Items from a dataset
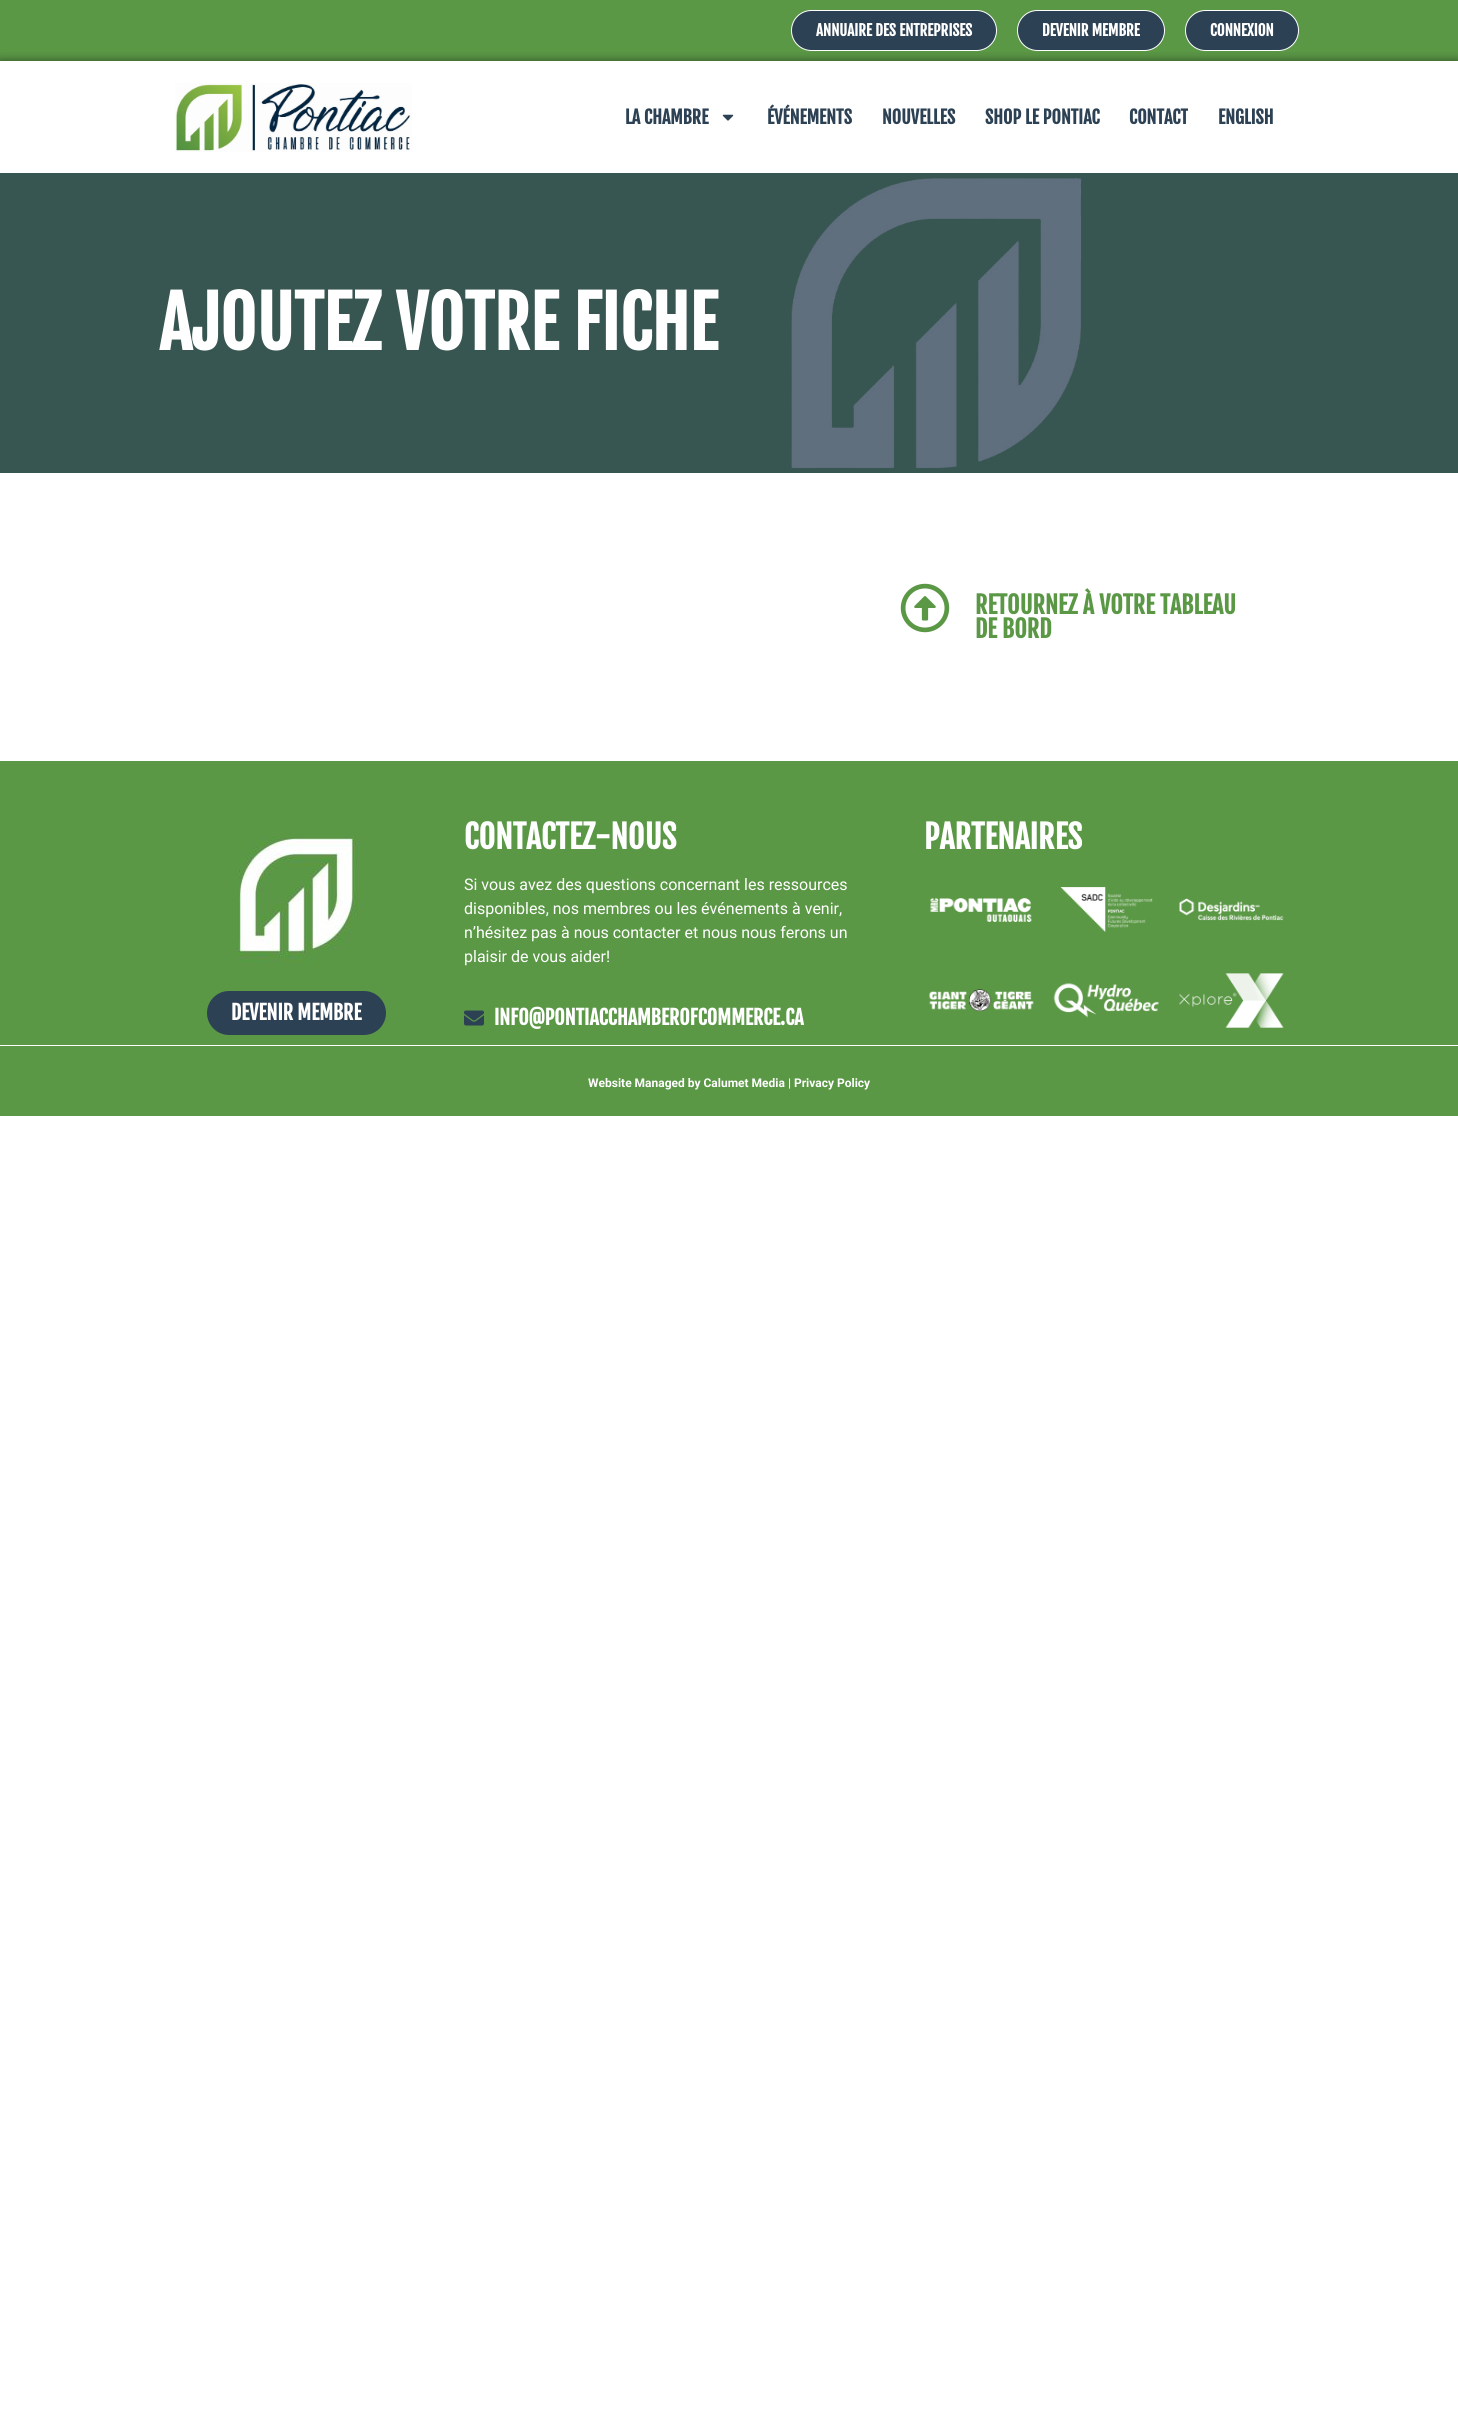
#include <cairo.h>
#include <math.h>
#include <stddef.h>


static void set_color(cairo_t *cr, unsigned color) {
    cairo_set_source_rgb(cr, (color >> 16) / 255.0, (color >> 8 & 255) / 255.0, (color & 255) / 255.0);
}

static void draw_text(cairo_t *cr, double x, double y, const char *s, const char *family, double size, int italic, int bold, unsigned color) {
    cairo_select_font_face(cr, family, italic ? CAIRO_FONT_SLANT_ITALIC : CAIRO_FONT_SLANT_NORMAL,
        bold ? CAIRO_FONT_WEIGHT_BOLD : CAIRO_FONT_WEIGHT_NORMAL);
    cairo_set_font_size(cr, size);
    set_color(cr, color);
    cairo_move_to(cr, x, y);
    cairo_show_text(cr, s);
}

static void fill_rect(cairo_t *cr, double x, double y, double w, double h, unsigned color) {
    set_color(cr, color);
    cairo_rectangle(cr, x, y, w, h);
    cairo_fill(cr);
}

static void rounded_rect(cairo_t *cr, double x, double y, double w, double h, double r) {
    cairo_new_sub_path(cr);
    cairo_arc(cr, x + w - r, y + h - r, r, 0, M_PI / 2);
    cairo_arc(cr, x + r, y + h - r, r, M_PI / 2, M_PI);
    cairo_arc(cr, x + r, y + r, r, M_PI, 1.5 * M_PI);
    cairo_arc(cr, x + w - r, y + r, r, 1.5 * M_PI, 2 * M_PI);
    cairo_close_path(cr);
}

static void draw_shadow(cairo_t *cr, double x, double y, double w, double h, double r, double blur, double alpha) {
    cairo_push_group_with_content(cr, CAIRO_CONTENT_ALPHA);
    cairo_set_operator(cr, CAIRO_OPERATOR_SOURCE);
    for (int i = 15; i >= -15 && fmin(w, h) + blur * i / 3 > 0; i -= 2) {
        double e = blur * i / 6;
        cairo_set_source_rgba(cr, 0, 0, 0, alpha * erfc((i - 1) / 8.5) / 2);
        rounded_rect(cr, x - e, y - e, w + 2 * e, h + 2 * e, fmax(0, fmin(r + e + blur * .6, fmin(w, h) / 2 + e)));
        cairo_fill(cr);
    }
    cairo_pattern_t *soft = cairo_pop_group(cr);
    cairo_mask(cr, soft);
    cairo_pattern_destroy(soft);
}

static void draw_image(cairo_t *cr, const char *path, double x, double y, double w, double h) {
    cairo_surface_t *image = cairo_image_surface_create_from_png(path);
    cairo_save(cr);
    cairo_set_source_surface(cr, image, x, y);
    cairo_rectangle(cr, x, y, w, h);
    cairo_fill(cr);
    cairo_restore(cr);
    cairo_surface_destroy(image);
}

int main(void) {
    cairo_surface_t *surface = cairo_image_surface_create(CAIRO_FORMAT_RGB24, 1458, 2410);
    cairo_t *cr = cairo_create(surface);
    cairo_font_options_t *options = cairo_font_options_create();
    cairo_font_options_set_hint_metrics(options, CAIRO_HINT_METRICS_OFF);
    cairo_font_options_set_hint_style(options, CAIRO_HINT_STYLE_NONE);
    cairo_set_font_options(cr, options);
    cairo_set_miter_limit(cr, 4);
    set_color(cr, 0xFFFFFF);
    cairo_paint(cr);
    fill_rect(cr, 0, 0, 1458, 61, 0x5B9846);
    set_color(cr, 0x2D4155);
    rounded_rect(cr, 791.5, 10.5, 205, 40, 20);
    cairo_fill_preserve(cr);
    set_color(cr, 0xFFFFFF);
    cairo_set_line_width(cr, 1);
    cairo_stroke(cr);
    draw_text(cr, 816, 36, "ANNUAIRE DES ENTREPRISES", "Fjalla One", 15, 0, 1, 0xFFFFFF);
    set_color(cr, 0x2D4155);
    rounded_rect(cr, 1017.5, 10.5, 147, 40, 20);
    cairo_fill_preserve(cr);
    set_color(cr, 0xFFFFFF);
    cairo_stroke(cr);
    draw_text(cr, 1042, 36, "DEVENIR MEMBRE", "Fjalla One", 15, 0, 1, 0xFFFFFF);
    set_color(cr, 0x2D4155);
    rounded_rect(cr, 1185.5, 10.5, 113, 40, 20);
    cairo_fill_preserve(cr);
    set_color(cr, 0xFFFFFF);
    cairo_stroke(cr);
    draw_text(cr, 1210, 36, "CONNEXION", "Fjalla One", 15, 0, 1, 0xFFFFFF);
    cairo_save(cr);
    cairo_rectangle(cr, 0, 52, 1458, 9);
    cairo_clip(cr);
    set_color(cr, 0x000000);
    draw_shadow(cr, 0, 61, 1458, 112, 0, 5, 0.5);
    cairo_restore(cr);
    draw_image(cr, "assets/img1.png", 175, 83, 237, 69);
    draw_text(cr, 625, 124, "LA CHAMBRE", "Fjalla One", 18, 0, 1, 0x2D4155);
    draw_image(cr, "assets/img2.png", 722, 114, 12, 7);
    draw_text(cr, 767, 124, "ÉVÉNEMENTS", "Fjalla One", 18, 0, 1, 0x2D4155);
    draw_text(cr, 882, 124, "NOUVELLES", "Fjalla One", 18, 0, 1, 0x2D4155);
    draw_text(cr, 985, 124, "SHOP LE PONTIAC", "Fjalla One", 18, 0, 1, 0x2D4155);
    draw_text(cr, 1129, 124, "CONTACT", "Fjalla One", 18, 0, 1, 0x2D4155);
    draw_text(cr, 1218, 124, "ENGLISH", "Fjalla One", 18, 0, 1, 0x2D4155);
    draw_image(cr, "assets/img3.png", 0, 173, 1458, 300);
    draw_text(cr, 159, 350, "AJOUTEZ VOTRE FICHE", "Fjalla One", 70, 0, 1, 0xFFFFFF);
    draw_image(cr, "assets/img4.png", 900, 583, 50, 50);
    draw_text(cr, 975, 614, "RETOURNEZ À VOTRE TABLEAU", "Fjalla One", 24, 0, 1, 0x5B9846);
    draw_text(cr, 975, 638, "DE BORD", "Fjalla One", 24, 0, 1, 0x5B9846);
    fill_rect(cr, 0, 761, 1458, 355, 0x5B9846);
    draw_text(cr, 464, 849, "CONTACTEZ-NOUS", "Fjalla One", 32, 0, 1, 0xFFFFFF);
    draw_text(cr, 464, 890, "Si vous avez des questions concernant les ressources", "Roboto", 16, 0, 0, 0xFFFFFF);
    draw_text(cr, 464, 914, "disponibles, nos membres ou les événements à venir,", "Roboto", 16, 0, 0, 0xFFFFFF);
    draw_text(cr, 464, 938, "n’hésitez pas à nous contacter et nous nous ferons un", "Roboto", 16, 0, 0, 0xFFFFFF);
    draw_text(cr, 464, 962, "plaisir de vous aider!", "Roboto", 16, 0, 0, 0xFFFFFF);
    draw_image(cr, "assets/img5.png", 464, 1010, 20, 16);
    draw_text(cr, 494, 1025, "INFO@PONTIACCHAMBEROFCOMMERCE.CA", "Fjalla One", 20, 0, 1, 0xFFFFFF);
    draw_text(cr, 924, 849, "PARTENAIRES", "Fjalla One", 32, 0, 1, 0xFFFFFF);
    draw_image(cr, "assets/img6.png", 930, 898, 102, 24);
    draw_image(cr, "assets/img7.png", 1060, 887, 93, 45);
    draw_image(cr, "assets/img8.png", 1179, 898, 105, 23);
    draw_image(cr, "assets/img9.png", 929, 989, 105, 22);
    draw_image(cr, "assets/img10.png", 1053, 983, 107, 35);
    draw_image(cr, "assets/img11.png", 1179, 973, 105, 55);
    draw_image(cr, "assets/img12.png", 238, 837, 128, 128);
    set_color(cr, 0x2D4155);
    rounded_rect(cr, 207, 991, 179, 44, 22);
    cairo_fill(cr);
    draw_text(cr, 231, 1020, "DEVENIR MEMBRE", "Fjalla One", 20, 0, 1, 0xFFFFFF);
    fill_rect(cr, 0, 1045, 1458, 1, 0xFFFFFF);
    draw_text(cr, 588, 1087, "Website Managed by Calumet Media | Privacy Policy", "Roboto", 12, 0, 1, 0xFFFFFF);
    cairo_surface_write_to_png(surface, "output.png");
    cairo_font_options_destroy(options);
    cairo_destroy(cr);
    cairo_surface_destroy(surface);
    return 0;
}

Work to complete: The range runs from the line above containing "cairo_push_group_with_content(cr, CAIRO_CONTENT_ALPHA);" to the line containing "cairo_set_miter_limit(cr, 4);", inclusive. Restate those lines word for word and no others.

Your solution:
    cairo_push_group_with_content(cr, CAIRO_CONTENT_ALPHA);
    cairo_set_operator(cr, CAIRO_OPERATOR_SOURCE);
    for (int i = 15; i >= -15 && fmin(w, h) + blur * i / 3 > 0; i -= 2) {
        double e = blur * i / 6;
        cairo_set_source_rgba(cr, 0, 0, 0, alpha * erfc((i - 1) / 8.5) / 2);
        rounded_rect(cr, x - e, y - e, w + 2 * e, h + 2 * e, fmax(0, fmin(r + e + blur * .6, fmin(w, h) / 2 + e)));
        cairo_fill(cr);
    }
    cairo_pattern_t *soft = cairo_pop_group(cr);
    cairo_mask(cr, soft);
    cairo_pattern_destroy(soft);
}

static void draw_image(cairo_t *cr, const char *path, double x, double y, double w, double h) {
    cairo_surface_t *image = cairo_image_surface_create_from_png(path);
    cairo_save(cr);
    cairo_set_source_surface(cr, image, x, y);
    cairo_rectangle(cr, x, y, w, h);
    cairo_fill(cr);
    cairo_restore(cr);
    cairo_surface_destroy(image);
}

int main(void) {
    cairo_surface_t *surface = cairo_image_surface_create(CAIRO_FORMAT_RGB24, 1458, 2410);
    cairo_t *cr = cairo_create(surface);
    cairo_font_options_t *options = cairo_font_options_create();
    cairo_font_options_set_hint_metrics(options, CAIRO_HINT_METRICS_OFF);
    cairo_font_options_set_hint_style(options, CAIRO_HINT_STYLE_NONE);
    cairo_set_font_options(cr, options);
    cairo_set_miter_limit(cr, 4);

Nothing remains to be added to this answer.